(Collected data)

***

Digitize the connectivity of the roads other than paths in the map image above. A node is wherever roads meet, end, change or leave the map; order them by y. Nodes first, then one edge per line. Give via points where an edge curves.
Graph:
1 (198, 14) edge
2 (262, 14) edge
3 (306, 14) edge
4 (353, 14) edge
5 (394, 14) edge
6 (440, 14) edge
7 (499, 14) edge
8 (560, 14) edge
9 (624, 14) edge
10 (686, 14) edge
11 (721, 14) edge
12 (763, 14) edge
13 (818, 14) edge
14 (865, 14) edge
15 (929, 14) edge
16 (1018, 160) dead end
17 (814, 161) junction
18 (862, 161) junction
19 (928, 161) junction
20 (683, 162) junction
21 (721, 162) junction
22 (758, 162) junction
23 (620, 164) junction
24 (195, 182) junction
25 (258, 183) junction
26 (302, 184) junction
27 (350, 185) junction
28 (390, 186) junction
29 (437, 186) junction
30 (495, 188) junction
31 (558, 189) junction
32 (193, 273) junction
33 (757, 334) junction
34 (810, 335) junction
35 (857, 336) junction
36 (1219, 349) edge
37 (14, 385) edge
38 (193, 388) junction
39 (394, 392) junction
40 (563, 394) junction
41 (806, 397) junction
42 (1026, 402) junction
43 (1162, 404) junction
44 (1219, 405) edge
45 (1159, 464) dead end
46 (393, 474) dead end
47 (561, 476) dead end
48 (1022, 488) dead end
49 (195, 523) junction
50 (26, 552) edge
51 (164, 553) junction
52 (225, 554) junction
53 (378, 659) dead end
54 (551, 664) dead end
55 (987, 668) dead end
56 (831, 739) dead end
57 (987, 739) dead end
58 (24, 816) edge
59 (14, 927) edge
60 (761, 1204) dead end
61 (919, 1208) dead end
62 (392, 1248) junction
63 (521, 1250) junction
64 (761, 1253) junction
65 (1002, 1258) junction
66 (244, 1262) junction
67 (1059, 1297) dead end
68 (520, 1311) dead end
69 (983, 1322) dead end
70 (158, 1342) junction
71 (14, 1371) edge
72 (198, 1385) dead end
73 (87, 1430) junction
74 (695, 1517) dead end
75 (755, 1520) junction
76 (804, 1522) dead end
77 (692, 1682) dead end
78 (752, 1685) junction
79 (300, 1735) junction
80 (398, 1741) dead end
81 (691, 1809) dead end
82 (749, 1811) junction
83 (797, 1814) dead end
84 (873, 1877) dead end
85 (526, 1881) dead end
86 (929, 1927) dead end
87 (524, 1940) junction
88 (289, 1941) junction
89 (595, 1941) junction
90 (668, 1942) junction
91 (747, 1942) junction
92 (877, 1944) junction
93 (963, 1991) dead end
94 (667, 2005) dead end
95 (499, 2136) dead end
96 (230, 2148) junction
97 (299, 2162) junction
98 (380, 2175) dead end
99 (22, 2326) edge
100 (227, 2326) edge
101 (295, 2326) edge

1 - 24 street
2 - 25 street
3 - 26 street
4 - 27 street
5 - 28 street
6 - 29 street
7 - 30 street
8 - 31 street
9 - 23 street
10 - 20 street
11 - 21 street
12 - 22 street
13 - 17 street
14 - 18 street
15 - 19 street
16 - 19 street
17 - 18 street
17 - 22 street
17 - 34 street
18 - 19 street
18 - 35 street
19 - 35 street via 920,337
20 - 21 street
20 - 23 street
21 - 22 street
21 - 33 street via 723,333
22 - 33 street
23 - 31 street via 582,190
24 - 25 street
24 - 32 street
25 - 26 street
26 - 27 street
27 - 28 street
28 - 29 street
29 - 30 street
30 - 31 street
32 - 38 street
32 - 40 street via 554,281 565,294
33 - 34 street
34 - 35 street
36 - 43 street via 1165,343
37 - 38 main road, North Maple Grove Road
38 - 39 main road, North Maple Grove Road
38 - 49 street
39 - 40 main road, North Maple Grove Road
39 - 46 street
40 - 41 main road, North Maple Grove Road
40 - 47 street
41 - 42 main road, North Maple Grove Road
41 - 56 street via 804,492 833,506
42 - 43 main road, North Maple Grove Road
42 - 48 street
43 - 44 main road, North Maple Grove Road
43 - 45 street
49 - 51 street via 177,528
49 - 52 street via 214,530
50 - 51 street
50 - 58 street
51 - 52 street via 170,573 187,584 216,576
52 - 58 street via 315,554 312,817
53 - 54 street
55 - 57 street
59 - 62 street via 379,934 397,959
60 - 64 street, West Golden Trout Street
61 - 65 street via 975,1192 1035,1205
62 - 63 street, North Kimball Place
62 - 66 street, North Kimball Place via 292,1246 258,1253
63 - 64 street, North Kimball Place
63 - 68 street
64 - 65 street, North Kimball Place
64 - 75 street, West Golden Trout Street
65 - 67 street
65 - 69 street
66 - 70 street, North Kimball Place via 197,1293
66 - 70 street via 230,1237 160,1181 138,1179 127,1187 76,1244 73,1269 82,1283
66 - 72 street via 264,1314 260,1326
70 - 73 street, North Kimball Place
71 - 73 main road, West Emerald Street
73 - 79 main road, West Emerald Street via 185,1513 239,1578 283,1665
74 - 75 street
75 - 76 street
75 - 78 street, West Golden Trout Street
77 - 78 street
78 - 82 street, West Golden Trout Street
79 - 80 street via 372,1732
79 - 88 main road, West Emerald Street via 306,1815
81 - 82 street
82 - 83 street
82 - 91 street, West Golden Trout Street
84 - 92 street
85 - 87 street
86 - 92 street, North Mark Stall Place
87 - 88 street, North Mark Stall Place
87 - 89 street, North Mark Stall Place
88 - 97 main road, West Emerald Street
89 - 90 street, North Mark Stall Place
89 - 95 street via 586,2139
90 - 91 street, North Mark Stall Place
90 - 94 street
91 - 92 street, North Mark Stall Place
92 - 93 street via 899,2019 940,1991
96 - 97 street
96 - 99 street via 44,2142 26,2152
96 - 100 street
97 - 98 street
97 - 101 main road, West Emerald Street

***

Lines above that have "Place": copy each of them.

62 - 63 street, North Kimball Place
62 - 66 street, North Kimball Place via 292,1246 258,1253
63 - 64 street, North Kimball Place
64 - 65 street, North Kimball Place
66 - 70 street, North Kimball Place via 197,1293
70 - 73 street, North Kimball Place
86 - 92 street, North Mark Stall Place
87 - 88 street, North Mark Stall Place
87 - 89 street, North Mark Stall Place
89 - 90 street, North Mark Stall Place
90 - 91 street, North Mark Stall Place
91 - 92 street, North Mark Stall Place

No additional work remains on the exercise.